Aneurysmal Subarachnoid Hemorrhage Multi-Omics Research Program (aSAH-Omics)

November 26, 2025 updated by: Xiaolin Chen, MD

Aneurysmal Subarachnoid Hemorrhage Multi-Omics Research Program (aSAH-Omics) :A Multicenter Clinical and Mechanistic Study

Aneurysmal subarachnoid hemorrhage (aSAH) is a life-threatening cerebrovascular emergency with high mortality and disability rates. Despite advances in neuroimaging and interventional techniques, outcomes remain poor for many patients due to complex post-rupture complications such as delayed cerebral ischemia (DCI), pneumonia, and other systemic injuries. These secondary events critically affect neurological recovery, yet their molecular mechanisms are not fully understood.

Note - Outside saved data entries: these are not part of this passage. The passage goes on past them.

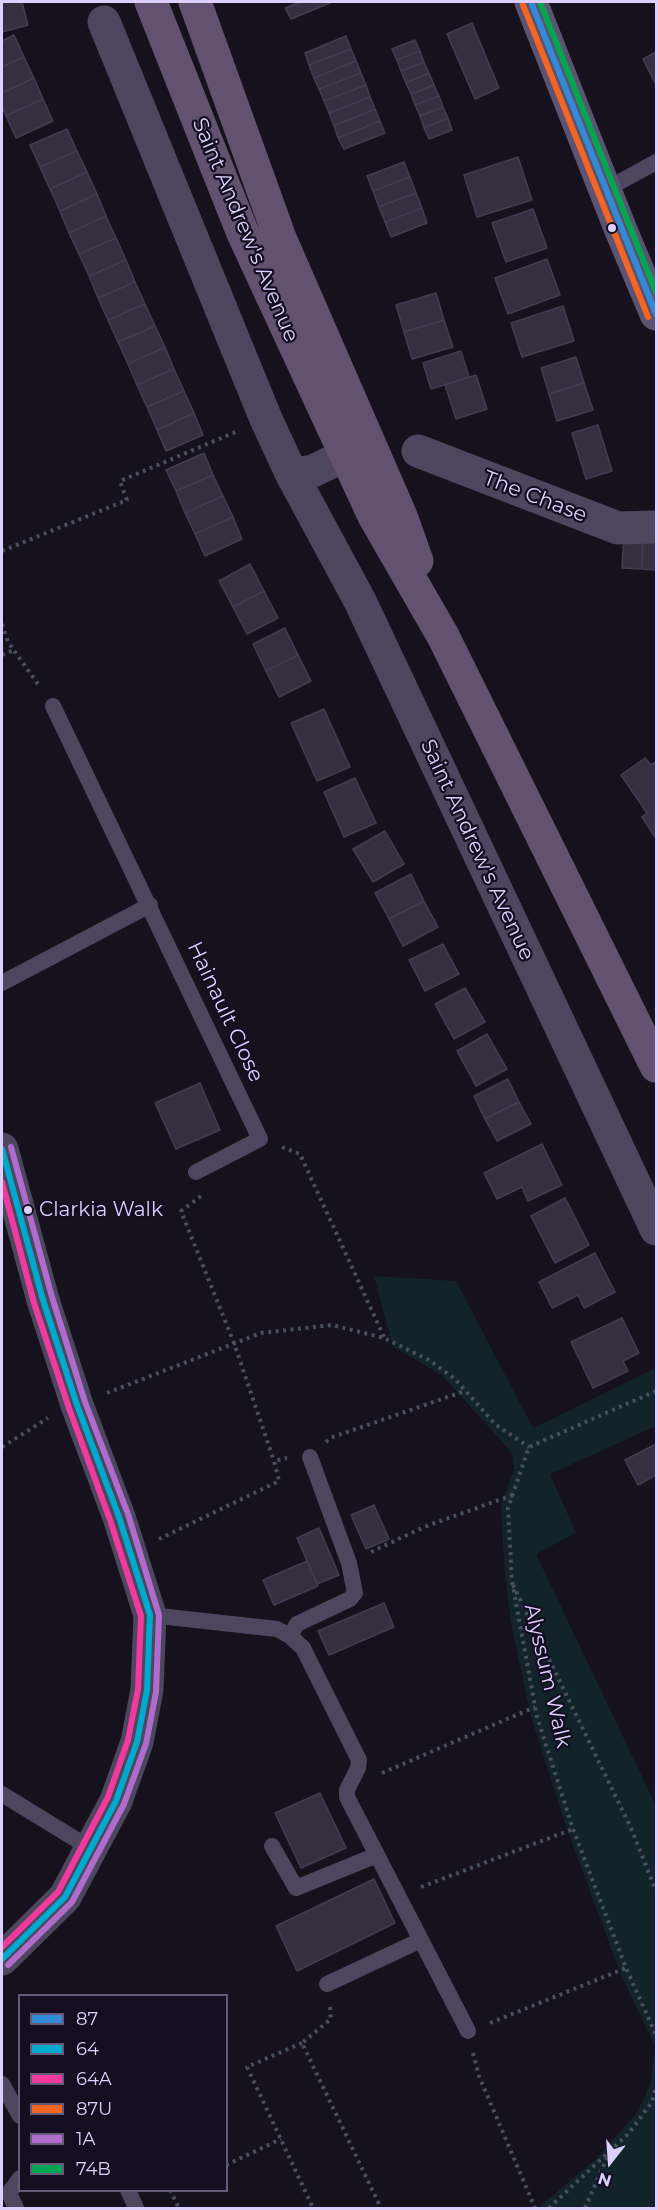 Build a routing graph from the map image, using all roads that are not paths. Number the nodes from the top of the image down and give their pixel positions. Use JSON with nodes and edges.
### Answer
{"nodes":[{"id":1,"x":151,"y":2,"type":"edge"},
{"id":2,"x":195,"y":2,"type":"edge"},
{"id":3,"x":531,"y":2,"type":"edge"},
{"id":4,"x":104,"y":22,"type":"dead end"},
{"id":5,"x":657,"y":162,"type":"edge"},
{"id":6,"x":605,"y":190,"type":"junction"},
{"id":7,"x":295,"y":272,"type":"junction"},
{"id":8,"x":657,"y":314,"type":"edge"},
{"id":9,"x":418,"y":451,"type":"dead end"},
{"id":10,"x":346,"y":455,"type":"junction"},
{"id":11,"x":292,"y":475,"type":"junction"},
{"id":12,"x":657,"y":527,"type":"edge"},
{"id":13,"x":443,"y":636,"type":"junction"},
{"id":14,"x":53,"y":706,"type":"road end"},
{"id":15,"x":150,"y":905,"type":"junction"},
{"id":16,"x":2,"y":983,"type":"edge"},
{"id":17,"x":657,"y":1066,"type":"edge"},
{"id":18,"x":2,"y":1149,"type":"edge"},
{"id":19,"x":196,"y":1172,"type":"road end"},
{"id":20,"x":6,"y":1188,"type":"edge"},
{"id":21,"x":657,"y":1228,"type":"edge"},
{"id":22,"x":310,"y":1457,"type":"road end"},
{"id":23,"x":150,"y":1615,"type":"junction"},
{"id":24,"x":290,"y":1636,"type":"junction"},
{"id":25,"x":2,"y":1794,"type":"edge"},
{"id":26,"x":272,"y":1846,"type":"dead end"},
{"id":27,"x":90,"y":1848,"type":"junction"},
{"id":28,"x":377,"y":1855,"type":"junction"},
{"id":29,"x":421,"y":1940,"type":"junction"},
{"id":30,"x":2,"y":1959,"type":"edge"},
{"id":31,"x":327,"y":1984,"type":"road end"},
{"id":32,"x":468,"y":2031,"type":"road end"},
{"id":33,"x":2,"y":2084,"type":"edge"},
{"id":34,"x":18,"y":2112,"type":"edge"},
{"id":35,"x":18,"y":2181,"type":"edge"},
{"id":36,"x":129,"y":2192,"type":"edge"},
{"id":37,"x":16,"y":2208,"type":"edge"},
{"id":38,"x":136,"y":2208,"type":"edge"}],
"edges":[{"from":1,"to":10,"type":"main road","name":"Saint Andrew's Avenue"},
{"from":2,"to":7,"type":"main road","name":"Saint Andrew's Avenue"},
{"from":3,"to":6,"type":"street"},
{"from":4,"to":11,"type":"street","name":"Saint Andrew's Avenue"},
{"from":5,"to":6,"type":"lane"},
{"from":6,"to":8,"type":"street"},
{"from":7,"to":10,"type":"main road","name":"Saint Andrew's Avenue"},
{"from":7,"to":13,"type":"main road","name":"Saint Andrew's Avenue"},
{"from":9,"to":12,"type":"street","name":"The Chase"},
{"from":10,"to":11,"type":"street"},
{"from":10,"to":13,"type":"main road","name":"Saint Andrew's Avenue"},
{"from":11,"to":21,"type":"street","name":"Saint Andrew's Avenue"},
{"from":13,"to":17,"type":"main road","name":"Saint Andrew's Avenue"},
{"from":14,"to":15,"type":"lane","name":"Hainault Close"},
{"from":15,"to":16,"type":"lane"},
{"from":15,"to":19,"type":"lane","name":"Hainault Close"},
{"from":18,"to":20,"type":"street"},
{"from":20,"to":23,"type":"street"},
{"from":22,"to":24,"type":"lane"},
{"from":23,"to":24,"type":"lane"},
{"from":23,"to":27,"type":"street"},
{"from":24,"to":28,"type":"lane"},
{"from":25,"to":27,"type":"lane"},
{"from":26,"to":28,"type":"lane"},
{"from":27,"to":30,"type":"street"},
{"from":28,"to":29,"type":"lane"},
{"from":29,"to":31,"type":"lane"},
{"from":29,"to":32,"type":"lane"},
{"from":33,"to":34,"type":"lane"},
{"from":35,"to":37,"type":"lane"},
{"from":36,"to":38,"type":"lane"}]}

This multicenter study aims to investigate the biological basis of post-rupture complications and prognosis in patients with aSAH through integrated multi-omics and clinical data analysis. Biospecimens including blood, cerebrospinal fluid, urine, and other relevant tissues will be collected for genomic, transcriptomic, proteomic, metabolomic, and imaging-omic profiling. By linking molecular data with clinical and imaging indicators, the study seeks to identify key pathways and biomarkers associated with secondary injury and outcome heterogeneity.

Study Overview

Status

Recruiting

Conditions

Detailed Description

Aneurysmal subarachnoid hemorrhage (aSAH) is a severe cerebrovascular emergency caused by the rupture of an intracranial aneurysm. Despite advances in neuroimaging and microsurgical or endovascular techniques, aSAH remains associated with high mortality and long-term disability. Post-rupture complications-such as delayed cerebral ischemia (DCI), pneumonia, and other systemic complications-are major determinants of neurological recovery and prognosis.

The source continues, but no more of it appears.